§ **PROBLEM DESCRIPTION**:
Each line in the data holding "Whitesville" should be listed.

§ **Saved entries**:
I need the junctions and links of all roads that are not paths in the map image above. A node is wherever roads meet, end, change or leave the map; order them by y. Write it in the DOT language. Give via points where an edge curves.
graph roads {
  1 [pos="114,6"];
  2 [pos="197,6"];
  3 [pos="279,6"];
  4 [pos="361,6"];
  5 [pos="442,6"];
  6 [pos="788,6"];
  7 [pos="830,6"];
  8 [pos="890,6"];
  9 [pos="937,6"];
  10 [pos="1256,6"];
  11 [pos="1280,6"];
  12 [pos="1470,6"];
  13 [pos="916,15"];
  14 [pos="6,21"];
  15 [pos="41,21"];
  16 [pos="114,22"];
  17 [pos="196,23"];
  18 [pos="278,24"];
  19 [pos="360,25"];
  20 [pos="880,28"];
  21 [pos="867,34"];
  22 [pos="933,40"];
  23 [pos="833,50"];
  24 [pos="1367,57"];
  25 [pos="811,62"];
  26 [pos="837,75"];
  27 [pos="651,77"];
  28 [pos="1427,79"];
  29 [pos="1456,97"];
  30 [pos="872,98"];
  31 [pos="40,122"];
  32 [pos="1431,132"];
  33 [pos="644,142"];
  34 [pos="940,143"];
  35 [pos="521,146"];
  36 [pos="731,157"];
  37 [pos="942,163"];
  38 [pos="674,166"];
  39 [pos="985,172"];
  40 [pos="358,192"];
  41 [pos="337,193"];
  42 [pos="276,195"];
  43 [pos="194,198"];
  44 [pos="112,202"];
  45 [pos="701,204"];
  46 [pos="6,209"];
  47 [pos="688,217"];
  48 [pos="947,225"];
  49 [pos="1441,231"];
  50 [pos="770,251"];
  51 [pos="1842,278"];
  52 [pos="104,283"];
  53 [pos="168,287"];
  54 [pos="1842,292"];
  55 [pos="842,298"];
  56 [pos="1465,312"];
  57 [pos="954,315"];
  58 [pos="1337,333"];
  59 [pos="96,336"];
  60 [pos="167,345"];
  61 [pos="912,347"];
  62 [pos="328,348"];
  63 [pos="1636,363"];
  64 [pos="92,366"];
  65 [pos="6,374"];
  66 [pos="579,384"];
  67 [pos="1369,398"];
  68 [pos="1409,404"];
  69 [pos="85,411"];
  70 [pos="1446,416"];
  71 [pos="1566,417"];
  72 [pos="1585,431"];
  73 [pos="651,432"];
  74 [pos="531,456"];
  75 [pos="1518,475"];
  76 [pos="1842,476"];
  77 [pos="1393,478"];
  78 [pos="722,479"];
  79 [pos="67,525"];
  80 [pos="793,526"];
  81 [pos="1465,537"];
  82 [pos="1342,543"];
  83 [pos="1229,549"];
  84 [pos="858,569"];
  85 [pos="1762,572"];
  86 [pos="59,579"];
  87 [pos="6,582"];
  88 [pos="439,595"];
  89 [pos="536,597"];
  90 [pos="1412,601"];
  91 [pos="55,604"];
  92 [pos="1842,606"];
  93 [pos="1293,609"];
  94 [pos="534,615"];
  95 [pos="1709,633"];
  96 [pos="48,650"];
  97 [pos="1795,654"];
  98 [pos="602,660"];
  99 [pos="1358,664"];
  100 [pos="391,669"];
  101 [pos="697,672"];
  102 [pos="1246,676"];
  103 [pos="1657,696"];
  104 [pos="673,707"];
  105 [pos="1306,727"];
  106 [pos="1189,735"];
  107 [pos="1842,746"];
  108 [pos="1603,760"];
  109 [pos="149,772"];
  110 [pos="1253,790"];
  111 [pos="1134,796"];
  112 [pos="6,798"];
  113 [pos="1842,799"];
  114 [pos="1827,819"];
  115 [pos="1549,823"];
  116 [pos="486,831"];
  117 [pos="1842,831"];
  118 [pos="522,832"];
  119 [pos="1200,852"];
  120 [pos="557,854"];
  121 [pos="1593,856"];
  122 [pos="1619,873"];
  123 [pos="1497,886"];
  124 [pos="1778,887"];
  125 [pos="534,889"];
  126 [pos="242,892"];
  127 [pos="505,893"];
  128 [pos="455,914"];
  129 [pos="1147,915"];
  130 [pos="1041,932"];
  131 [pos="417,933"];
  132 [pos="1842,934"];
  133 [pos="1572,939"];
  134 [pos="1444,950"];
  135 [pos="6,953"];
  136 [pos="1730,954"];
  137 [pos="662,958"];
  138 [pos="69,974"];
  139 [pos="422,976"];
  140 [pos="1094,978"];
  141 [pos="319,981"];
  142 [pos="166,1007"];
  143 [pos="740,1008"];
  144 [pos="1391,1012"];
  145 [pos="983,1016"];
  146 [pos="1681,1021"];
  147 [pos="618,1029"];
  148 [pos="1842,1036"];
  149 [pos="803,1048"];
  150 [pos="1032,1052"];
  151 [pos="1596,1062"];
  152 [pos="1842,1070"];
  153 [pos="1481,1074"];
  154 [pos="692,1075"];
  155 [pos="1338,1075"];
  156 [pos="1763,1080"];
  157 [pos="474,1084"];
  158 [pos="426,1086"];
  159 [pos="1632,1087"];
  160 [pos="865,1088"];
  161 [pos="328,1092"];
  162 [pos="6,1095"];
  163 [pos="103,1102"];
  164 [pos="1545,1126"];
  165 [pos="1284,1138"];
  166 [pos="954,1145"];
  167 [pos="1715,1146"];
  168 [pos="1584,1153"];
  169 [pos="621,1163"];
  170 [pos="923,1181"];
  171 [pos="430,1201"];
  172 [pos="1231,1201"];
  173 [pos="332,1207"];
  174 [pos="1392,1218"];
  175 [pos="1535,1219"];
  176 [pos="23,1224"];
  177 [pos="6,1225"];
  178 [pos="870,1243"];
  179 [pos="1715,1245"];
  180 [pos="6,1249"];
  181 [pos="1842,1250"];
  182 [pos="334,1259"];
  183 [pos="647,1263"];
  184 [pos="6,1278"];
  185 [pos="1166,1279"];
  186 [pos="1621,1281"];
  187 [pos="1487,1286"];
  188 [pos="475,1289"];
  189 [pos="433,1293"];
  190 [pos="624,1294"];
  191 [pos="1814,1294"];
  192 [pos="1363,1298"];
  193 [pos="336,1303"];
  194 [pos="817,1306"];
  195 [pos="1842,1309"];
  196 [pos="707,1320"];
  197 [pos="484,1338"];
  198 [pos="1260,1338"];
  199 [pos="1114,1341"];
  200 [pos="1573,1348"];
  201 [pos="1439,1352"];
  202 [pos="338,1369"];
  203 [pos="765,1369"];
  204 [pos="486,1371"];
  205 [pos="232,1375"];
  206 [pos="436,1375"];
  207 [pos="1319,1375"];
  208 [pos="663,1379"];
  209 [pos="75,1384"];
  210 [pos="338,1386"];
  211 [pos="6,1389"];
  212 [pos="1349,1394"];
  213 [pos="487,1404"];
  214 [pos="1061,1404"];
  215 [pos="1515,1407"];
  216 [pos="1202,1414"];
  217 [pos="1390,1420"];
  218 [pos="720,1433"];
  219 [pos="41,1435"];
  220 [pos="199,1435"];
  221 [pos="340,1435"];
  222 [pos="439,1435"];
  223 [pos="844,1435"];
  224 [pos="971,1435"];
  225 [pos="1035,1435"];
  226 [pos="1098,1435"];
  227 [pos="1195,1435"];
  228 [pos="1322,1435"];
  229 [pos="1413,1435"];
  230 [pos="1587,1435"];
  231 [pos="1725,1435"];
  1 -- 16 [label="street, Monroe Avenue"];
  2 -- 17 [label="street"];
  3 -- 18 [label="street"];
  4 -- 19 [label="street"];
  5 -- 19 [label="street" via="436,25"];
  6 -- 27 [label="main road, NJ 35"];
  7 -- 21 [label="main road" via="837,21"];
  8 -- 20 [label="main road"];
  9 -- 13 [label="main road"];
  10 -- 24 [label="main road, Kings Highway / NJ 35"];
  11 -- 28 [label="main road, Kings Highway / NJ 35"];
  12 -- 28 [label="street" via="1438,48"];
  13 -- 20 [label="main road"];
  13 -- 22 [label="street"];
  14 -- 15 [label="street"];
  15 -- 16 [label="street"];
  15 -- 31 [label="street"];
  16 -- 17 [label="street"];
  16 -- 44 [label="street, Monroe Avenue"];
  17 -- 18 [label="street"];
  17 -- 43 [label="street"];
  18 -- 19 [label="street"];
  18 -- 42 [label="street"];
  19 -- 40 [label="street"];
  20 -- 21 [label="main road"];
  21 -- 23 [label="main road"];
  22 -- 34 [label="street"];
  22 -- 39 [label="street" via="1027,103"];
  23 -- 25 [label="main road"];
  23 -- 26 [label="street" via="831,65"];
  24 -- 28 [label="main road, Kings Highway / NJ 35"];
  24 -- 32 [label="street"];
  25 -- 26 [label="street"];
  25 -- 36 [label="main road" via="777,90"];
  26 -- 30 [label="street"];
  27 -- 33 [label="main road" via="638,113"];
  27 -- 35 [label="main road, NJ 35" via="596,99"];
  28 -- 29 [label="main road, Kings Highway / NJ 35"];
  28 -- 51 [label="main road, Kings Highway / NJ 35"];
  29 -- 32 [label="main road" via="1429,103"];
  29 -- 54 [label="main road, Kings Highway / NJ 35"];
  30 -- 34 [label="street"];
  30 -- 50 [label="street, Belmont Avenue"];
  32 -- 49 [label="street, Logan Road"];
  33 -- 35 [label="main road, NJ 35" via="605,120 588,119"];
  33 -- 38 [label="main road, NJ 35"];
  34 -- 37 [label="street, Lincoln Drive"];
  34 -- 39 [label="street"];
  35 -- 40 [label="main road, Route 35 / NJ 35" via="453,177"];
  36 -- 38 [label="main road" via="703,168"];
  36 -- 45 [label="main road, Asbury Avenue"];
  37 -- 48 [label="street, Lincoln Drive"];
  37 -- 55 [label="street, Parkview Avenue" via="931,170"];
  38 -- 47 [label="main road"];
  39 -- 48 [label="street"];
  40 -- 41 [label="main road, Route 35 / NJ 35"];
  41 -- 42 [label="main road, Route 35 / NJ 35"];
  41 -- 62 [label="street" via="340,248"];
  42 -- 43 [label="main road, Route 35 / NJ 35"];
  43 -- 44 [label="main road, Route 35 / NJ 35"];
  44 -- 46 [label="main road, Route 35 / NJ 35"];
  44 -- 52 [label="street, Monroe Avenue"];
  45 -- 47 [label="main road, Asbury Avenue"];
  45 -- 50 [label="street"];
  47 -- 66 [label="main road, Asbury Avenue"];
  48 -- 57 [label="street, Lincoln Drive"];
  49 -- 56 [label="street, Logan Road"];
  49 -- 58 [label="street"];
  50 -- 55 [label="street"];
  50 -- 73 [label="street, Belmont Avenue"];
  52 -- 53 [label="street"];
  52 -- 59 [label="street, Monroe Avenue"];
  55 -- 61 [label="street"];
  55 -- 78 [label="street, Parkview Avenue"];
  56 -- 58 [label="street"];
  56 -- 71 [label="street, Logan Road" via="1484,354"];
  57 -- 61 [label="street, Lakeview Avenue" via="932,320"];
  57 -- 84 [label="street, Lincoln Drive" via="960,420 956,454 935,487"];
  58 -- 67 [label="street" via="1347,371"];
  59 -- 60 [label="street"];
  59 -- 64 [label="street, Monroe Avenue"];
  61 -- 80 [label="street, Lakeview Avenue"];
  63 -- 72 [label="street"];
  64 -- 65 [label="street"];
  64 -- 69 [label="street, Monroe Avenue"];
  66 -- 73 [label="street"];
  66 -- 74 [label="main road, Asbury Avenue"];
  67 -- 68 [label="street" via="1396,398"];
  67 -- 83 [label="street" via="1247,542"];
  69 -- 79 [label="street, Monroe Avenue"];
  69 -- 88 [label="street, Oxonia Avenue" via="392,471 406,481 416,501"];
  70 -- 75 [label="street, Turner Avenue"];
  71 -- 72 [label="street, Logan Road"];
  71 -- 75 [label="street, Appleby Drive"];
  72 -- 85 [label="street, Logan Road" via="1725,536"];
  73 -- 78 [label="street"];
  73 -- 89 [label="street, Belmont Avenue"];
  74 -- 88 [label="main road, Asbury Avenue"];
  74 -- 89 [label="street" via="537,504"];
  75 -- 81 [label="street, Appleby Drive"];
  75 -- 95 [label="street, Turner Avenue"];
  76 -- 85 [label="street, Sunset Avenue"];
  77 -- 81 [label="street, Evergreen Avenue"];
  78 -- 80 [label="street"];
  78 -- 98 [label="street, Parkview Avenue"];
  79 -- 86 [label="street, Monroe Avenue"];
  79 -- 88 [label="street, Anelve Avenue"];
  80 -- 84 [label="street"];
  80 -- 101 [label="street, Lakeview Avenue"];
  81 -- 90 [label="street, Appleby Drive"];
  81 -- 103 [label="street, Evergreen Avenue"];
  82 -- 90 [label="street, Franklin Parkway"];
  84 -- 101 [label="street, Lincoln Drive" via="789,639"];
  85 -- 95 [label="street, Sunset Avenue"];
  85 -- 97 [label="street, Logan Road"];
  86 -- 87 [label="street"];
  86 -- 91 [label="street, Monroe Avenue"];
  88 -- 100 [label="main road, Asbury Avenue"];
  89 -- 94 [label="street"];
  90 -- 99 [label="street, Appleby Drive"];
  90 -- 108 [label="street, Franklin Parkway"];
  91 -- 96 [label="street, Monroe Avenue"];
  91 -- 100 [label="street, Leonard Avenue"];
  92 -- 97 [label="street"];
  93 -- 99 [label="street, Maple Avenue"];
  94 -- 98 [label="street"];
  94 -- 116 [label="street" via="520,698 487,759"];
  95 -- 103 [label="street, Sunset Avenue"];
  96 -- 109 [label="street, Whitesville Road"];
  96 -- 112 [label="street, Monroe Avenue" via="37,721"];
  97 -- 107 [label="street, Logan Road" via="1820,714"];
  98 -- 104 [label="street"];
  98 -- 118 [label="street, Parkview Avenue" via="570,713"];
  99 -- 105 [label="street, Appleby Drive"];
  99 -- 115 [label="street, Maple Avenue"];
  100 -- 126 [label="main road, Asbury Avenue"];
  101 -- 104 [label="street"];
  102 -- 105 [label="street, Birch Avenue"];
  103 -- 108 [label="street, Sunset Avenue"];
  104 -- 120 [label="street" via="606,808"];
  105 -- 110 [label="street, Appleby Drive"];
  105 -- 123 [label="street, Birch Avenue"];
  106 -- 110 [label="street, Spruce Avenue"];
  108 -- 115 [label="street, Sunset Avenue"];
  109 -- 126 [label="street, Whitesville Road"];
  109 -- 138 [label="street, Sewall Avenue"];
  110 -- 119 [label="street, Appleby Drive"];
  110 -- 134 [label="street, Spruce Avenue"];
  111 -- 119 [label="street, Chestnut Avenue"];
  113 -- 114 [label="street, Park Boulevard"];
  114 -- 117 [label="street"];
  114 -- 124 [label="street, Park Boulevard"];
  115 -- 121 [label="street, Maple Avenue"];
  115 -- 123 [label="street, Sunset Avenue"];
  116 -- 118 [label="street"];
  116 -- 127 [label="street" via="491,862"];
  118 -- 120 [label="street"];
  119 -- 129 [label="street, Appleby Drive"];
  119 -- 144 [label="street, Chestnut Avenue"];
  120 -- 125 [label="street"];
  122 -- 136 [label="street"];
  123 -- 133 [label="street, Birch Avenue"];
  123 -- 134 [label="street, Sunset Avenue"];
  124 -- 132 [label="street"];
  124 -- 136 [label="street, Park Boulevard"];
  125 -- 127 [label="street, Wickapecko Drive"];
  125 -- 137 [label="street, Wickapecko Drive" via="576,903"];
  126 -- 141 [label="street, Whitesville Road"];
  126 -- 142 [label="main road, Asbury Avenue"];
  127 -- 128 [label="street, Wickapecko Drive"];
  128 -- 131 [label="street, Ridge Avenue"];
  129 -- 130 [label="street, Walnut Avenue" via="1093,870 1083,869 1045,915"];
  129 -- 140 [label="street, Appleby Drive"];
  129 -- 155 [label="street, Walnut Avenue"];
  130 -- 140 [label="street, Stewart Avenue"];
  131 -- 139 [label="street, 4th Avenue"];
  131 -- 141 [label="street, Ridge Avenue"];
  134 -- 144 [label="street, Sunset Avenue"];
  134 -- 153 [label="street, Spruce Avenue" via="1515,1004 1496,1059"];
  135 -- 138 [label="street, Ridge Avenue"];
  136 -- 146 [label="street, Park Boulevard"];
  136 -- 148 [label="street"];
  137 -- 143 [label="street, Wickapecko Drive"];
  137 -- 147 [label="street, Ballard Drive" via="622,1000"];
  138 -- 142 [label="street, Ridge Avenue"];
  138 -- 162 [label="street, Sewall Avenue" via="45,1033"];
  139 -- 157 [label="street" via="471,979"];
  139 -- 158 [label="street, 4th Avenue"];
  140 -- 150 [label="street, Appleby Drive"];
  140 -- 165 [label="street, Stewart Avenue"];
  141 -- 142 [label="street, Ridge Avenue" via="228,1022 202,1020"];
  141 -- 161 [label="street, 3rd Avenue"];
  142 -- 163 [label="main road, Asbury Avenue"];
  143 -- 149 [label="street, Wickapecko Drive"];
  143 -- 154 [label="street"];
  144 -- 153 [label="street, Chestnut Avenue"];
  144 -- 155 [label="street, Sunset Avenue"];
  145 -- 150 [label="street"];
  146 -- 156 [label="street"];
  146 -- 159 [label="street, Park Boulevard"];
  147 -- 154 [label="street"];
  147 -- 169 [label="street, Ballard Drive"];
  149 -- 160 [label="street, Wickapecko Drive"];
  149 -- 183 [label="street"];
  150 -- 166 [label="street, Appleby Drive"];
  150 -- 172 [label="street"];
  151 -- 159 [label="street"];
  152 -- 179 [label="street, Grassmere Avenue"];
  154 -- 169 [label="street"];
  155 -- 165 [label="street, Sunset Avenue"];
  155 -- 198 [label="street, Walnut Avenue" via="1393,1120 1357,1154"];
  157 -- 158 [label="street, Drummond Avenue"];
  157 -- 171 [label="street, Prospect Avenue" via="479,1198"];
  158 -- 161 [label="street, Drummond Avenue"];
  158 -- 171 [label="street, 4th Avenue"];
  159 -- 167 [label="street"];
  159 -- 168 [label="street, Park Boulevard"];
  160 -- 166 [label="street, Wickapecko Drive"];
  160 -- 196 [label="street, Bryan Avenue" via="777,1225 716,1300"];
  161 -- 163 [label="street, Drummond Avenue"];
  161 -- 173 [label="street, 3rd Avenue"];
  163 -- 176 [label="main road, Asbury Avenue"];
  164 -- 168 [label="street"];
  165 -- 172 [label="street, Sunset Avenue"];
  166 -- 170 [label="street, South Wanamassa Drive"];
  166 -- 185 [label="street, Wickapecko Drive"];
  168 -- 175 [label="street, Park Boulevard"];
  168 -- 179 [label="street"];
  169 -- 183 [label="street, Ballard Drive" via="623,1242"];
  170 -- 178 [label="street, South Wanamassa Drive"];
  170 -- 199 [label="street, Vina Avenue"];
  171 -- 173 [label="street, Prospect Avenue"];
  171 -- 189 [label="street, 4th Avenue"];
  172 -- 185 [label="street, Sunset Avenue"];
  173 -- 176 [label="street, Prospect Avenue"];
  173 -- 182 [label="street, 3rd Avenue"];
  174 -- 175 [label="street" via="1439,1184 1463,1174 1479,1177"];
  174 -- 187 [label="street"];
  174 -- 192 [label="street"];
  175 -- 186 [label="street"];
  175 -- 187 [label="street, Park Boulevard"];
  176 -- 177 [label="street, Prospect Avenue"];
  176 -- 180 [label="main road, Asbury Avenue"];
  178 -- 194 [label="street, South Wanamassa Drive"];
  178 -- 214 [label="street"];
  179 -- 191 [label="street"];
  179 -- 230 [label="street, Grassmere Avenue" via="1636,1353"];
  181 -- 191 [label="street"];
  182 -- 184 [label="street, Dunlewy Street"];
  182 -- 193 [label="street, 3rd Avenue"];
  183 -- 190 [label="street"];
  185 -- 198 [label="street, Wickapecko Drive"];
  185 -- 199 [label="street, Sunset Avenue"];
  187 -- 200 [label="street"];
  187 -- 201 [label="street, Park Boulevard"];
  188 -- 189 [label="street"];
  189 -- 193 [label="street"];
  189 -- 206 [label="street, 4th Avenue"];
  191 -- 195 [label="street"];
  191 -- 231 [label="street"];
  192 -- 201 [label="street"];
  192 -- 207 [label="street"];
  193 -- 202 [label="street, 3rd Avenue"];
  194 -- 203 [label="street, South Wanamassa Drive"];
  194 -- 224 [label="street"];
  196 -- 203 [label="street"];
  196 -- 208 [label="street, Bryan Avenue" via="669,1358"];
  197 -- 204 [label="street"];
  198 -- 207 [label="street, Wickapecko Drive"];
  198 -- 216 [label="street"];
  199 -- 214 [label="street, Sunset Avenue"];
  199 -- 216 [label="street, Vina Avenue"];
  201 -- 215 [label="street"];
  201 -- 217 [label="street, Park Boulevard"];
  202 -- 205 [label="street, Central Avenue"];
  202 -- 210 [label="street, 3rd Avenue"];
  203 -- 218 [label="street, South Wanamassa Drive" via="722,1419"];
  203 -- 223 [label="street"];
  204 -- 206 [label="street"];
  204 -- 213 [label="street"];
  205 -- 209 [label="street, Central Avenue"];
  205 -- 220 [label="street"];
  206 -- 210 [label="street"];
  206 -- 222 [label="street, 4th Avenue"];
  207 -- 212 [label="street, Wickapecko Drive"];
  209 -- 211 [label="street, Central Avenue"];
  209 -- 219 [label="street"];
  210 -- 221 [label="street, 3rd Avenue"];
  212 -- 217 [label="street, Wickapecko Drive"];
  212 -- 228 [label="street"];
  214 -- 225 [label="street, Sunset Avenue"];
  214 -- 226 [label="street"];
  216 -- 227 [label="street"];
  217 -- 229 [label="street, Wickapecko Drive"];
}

§ **WRITTEN RESPONSE**:
  96 -- 109 [label="street, Whitesville Road"];
  109 -- 126 [label="street, Whitesville Road"];
  126 -- 141 [label="street, Whitesville Road"];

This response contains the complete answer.